Subtly sophisticating the transmission of sensual information over the past two decades, Stan Brakhage has projected an inner vision (what you do see when you turn out the lights, when you close your eyes, when you change sight-thought relationships) through, and worn his heart on, his films. Consequently, any audience wishing to enter the kingdom of Brakhage must become as little children, must not wrongly expect "entertainment" but meet each image, sequence, film on its own terms. It must concentrate on learning to see how one sees -- how one comes to understand the worlds of fantasy and observation.

POUND is dead. Picasso is dead. Brakhage is alive and healthy in Hunt Hall tonight. He will show films made within the past two years including The Act of Seeing With One's Own Eyes, The Riddle of Lumen, The Myth of Phos, and his Sexual Meditation series. An involving, often brilliant conversationalist, Brakhage successfully bridges the experiential gap between his films and their audiences when he verbalizes those personal meanings hiding between the layers of abstraction.

The Act of Seeing With One's Own Eyes, shot in a morgue in Pittsburgh, poses a stunning alternative to Hollywood Pavlovian manipulation of audience emotion. Rather than suddenly swell the the musical theme under tragic characters, Brakhage, throughout a thirty-five minute personal interaction with autopsies, permits each viewer of the film to directly confront his own emotions, examine them, understand them. The Myth of Phos continues Brakhage's list of statements about the elements of the film process: light, darkness, projection, grain density, focus, and shadow movement. The Sexual Meditation series also extends established Brakhage pursuits: the tension of suggestion and recognition, the psychological association of abstract image flow and film-consciousness (flares, exposure, stocks, emulsions, and color).

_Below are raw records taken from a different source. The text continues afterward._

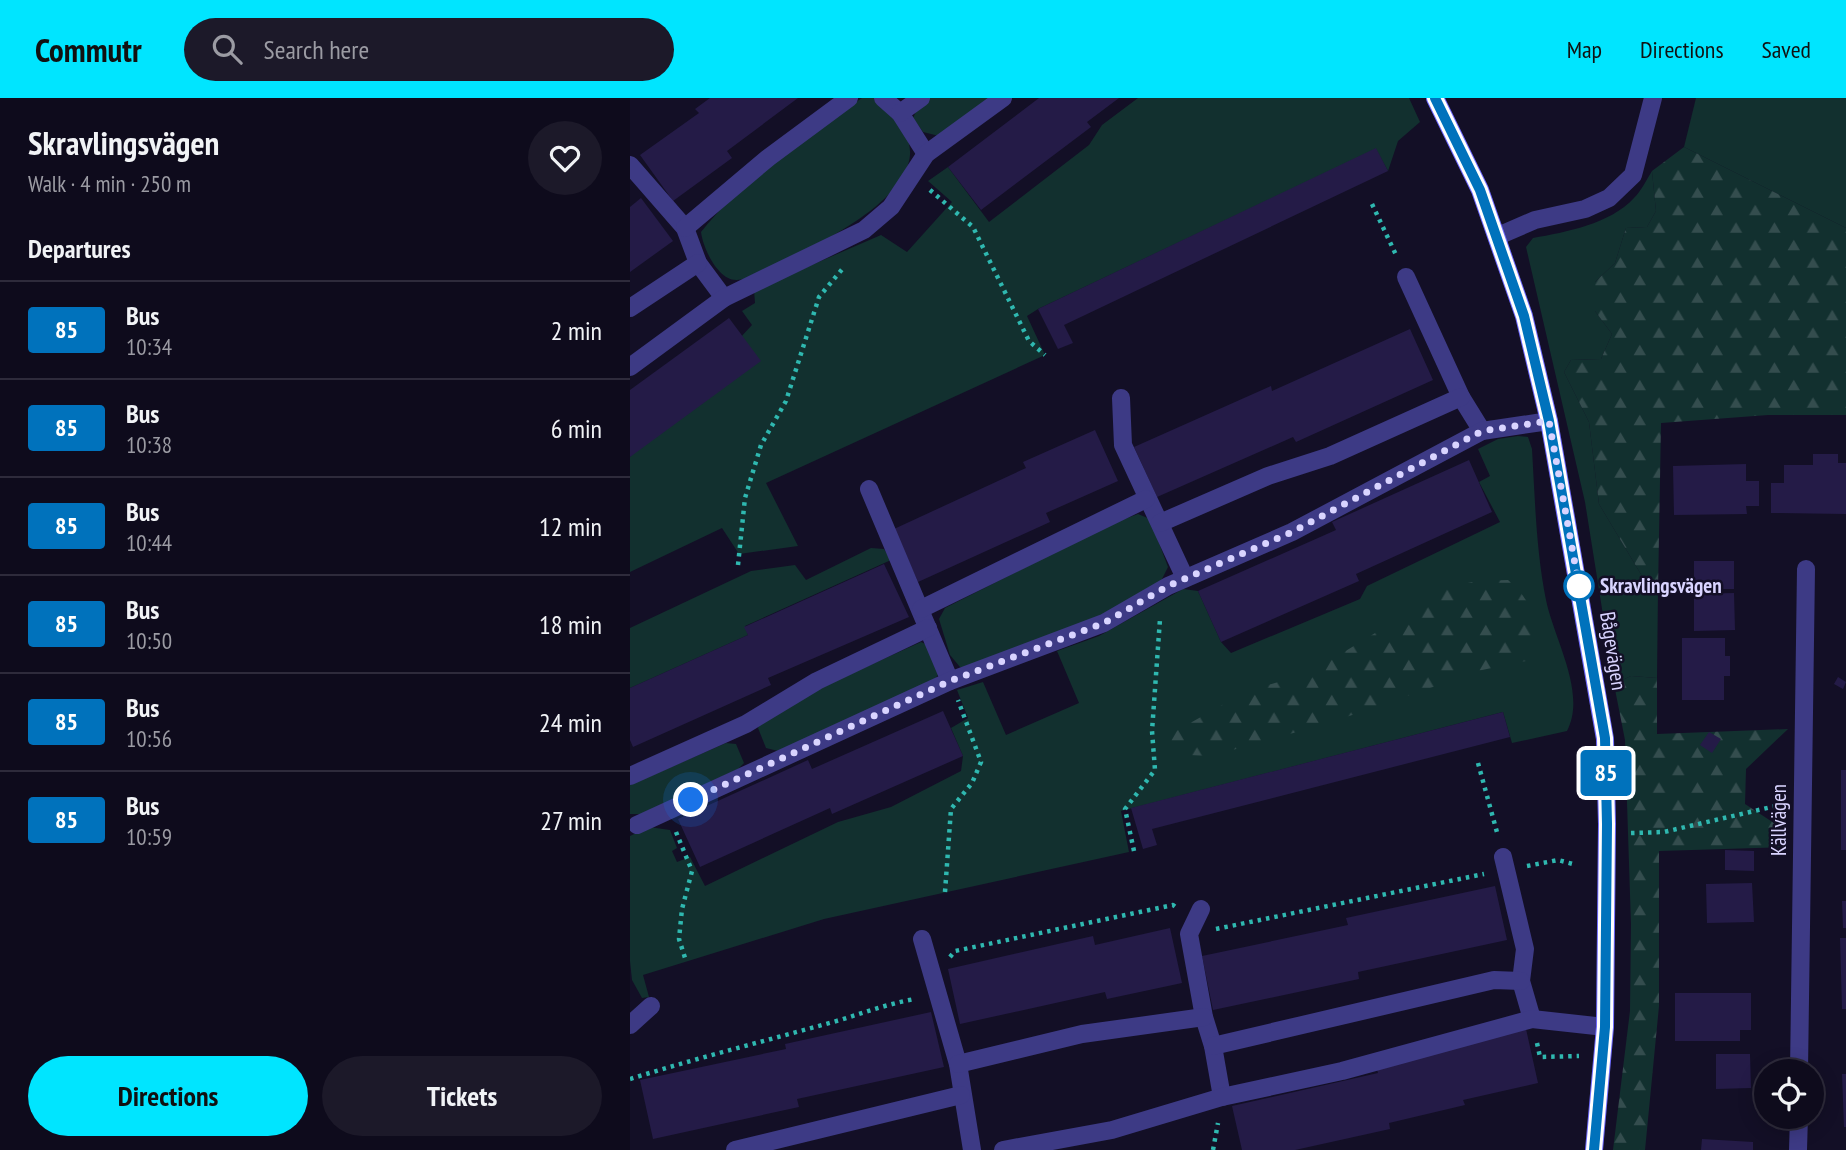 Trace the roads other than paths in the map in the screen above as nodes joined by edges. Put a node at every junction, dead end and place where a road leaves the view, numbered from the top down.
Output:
1 (849, 98) edge
2 (883, 98) edge
3 (921, 98) edge
4 (1003, 98) edge
5 (1435, 98) edge
6 (1653, 98) edge
7 (900, 113) junction
8 (926, 154) junction
9 (630, 164) edge
10 (685, 228) junction
11 (1498, 236) junction
12 (698, 263) junction
13 (1406, 277) road end
14 (724, 298) junction
15 (630, 308) edge
16 (630, 367) edge
17 (1461, 397) junction
18 (1121, 398) dead end
19 (1549, 421) junction
20 (1482, 431) junction
21 (869, 489) dead end
22 (1146, 499) junction
23 (1160, 523) junction
24 (1806, 569) dead end
25 (1185, 578) junction
26 (921, 609) junction
27 (928, 628) junction
28 (950, 681) junction
29 (630, 776) edge
30 (637, 825) dead end
31 (1504, 863) road end
32 (1198, 915) road end
33 (922, 939) dead end
34 (1521, 981) junction
35 (651, 1006) dead end
36 (1204, 1017) junction
37 (1532, 1019) junction
38 (630, 1025) edge
39 (1605, 1027) junction
40 (1213, 1046) junction
41 (1799, 1059) edge
42 (958, 1064) junction
43 (961, 1094) junction
44 (1222, 1097) junction
45 (1799, 1129) edge
46 (735, 1150) edge
47 (972, 1150) edge
48 (1003, 1150) edge
49 (1594, 1150) edge
50 (1798, 1150) edge

1 - 10 street
2 - 7 street
3 - 7 street
4 - 8 street
5 - 11 street, Bågevägen
6 - 11 street
7 - 8 street
8 - 14 street
9 - 10 street
10 - 12 street
11 - 19 street, Bågevägen
12 - 14 street
12 - 15 street
13 - 17 street
14 - 16 street
17 - 20 street
17 - 23 street
18 - 22 street
19 - 20 street
19 - 39 street, Bågevägen
20 - 25 street
21 - 26 street
22 - 23 street
22 - 26 street
23 - 25 street
24 - 41 street, Källvägen
25 - 28 street
26 - 27 street
27 - 28 street
27 - 29 street
28 - 30 street
31 - 34 street
32 - 36 street
33 - 42 street
34 - 37 street
34 - 40 street
35 - 38 street
36 - 40 street
36 - 42 street
37 - 39 street
37 - 44 street
39 - 49 street, Bågevägen
40 - 44 street
42 - 43 street
43 - 46 street
43 - 47 street
44 - 48 street
45 - 50 street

Like ephemeral puffs of exhaust, current commercial movies are exhaled by a sidetracked Hollywood locomotive caught in the cartoon loop of capitalist consumption. When we can gain sufficient distance to see ourselves in the Hollywood mirror, we may hopefully give due recognition to other filmic trains of thought which reflect light on the nature of film as perception, and cultural utterance. Brakhage, as a metaphor for the exploding, embryonic, experimental film ghetto of insight, is an opportunity for those interested in the potential and future for film to discover a most human vehicle of introduction.